Data for this task:

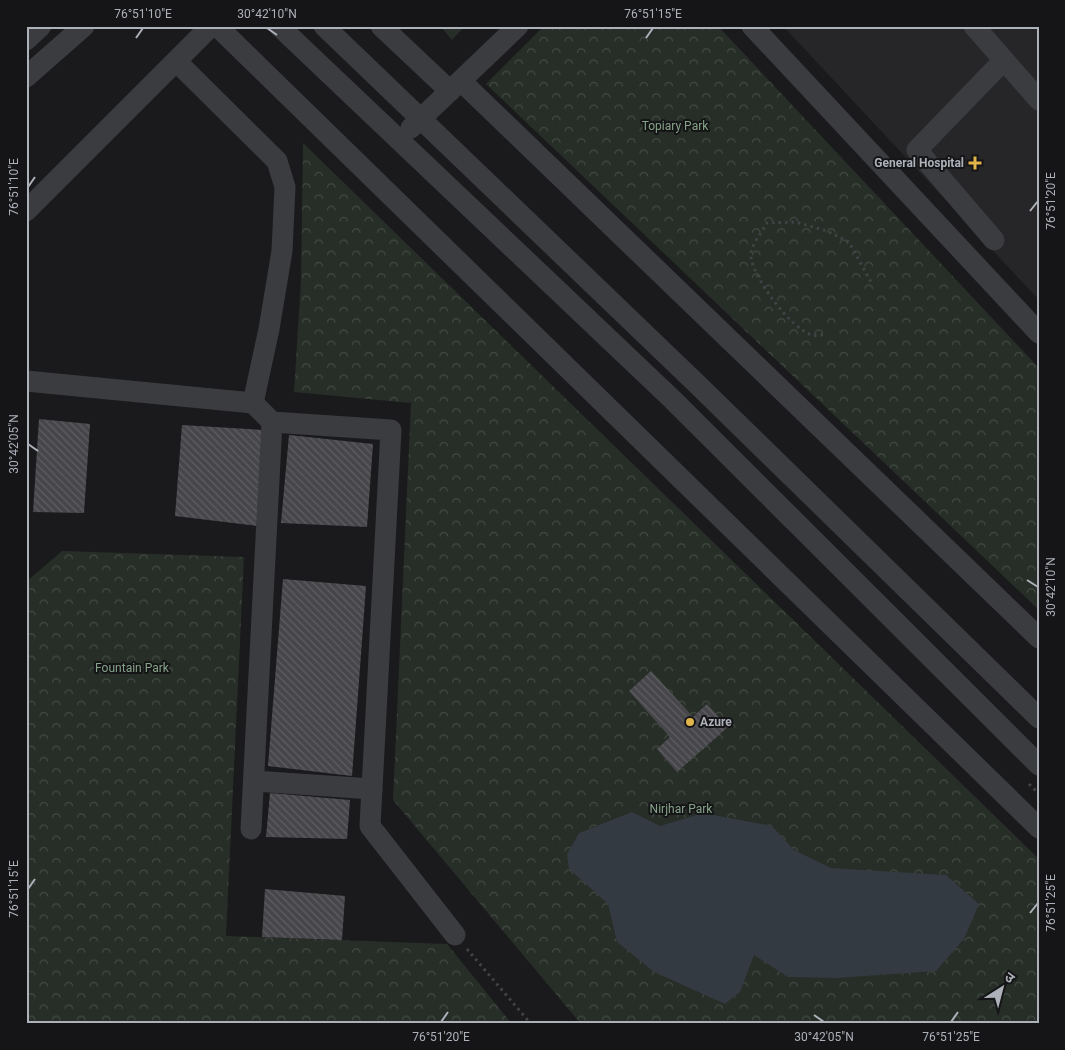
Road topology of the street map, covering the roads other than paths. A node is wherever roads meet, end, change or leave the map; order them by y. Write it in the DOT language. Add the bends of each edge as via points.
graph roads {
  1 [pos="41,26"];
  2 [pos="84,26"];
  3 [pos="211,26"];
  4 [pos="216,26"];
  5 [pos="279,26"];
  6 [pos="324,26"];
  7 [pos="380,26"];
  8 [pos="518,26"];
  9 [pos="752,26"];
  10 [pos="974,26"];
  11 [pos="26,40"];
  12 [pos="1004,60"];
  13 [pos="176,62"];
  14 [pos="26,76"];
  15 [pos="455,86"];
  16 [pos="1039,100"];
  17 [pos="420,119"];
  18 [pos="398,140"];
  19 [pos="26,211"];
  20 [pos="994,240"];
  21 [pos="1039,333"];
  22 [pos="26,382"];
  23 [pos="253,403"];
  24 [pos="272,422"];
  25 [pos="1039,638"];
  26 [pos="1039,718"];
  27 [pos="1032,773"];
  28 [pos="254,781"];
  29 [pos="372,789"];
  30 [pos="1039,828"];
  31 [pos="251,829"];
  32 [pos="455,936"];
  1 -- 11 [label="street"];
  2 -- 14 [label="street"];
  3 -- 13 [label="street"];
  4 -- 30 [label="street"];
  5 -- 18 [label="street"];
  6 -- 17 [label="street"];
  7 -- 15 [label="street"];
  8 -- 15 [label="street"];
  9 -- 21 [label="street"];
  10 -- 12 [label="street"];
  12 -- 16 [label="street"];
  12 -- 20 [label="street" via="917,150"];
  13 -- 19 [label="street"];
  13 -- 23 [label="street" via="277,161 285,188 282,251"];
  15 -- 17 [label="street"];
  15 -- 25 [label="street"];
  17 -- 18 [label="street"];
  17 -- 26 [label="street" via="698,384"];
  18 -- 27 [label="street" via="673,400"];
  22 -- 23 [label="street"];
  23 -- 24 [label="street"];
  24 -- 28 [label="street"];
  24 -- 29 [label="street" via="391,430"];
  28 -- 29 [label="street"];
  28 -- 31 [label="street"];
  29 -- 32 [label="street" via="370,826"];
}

Task brief: Reproduce each line of the material that mentions "roads".

Written response:
Road topology of the street map, covering the roads other than paths. A node is wherever roads meet, end, change or leave the map; order them by y. Write it in the DOT language. Add the bends of each edge as via points.
graph roads {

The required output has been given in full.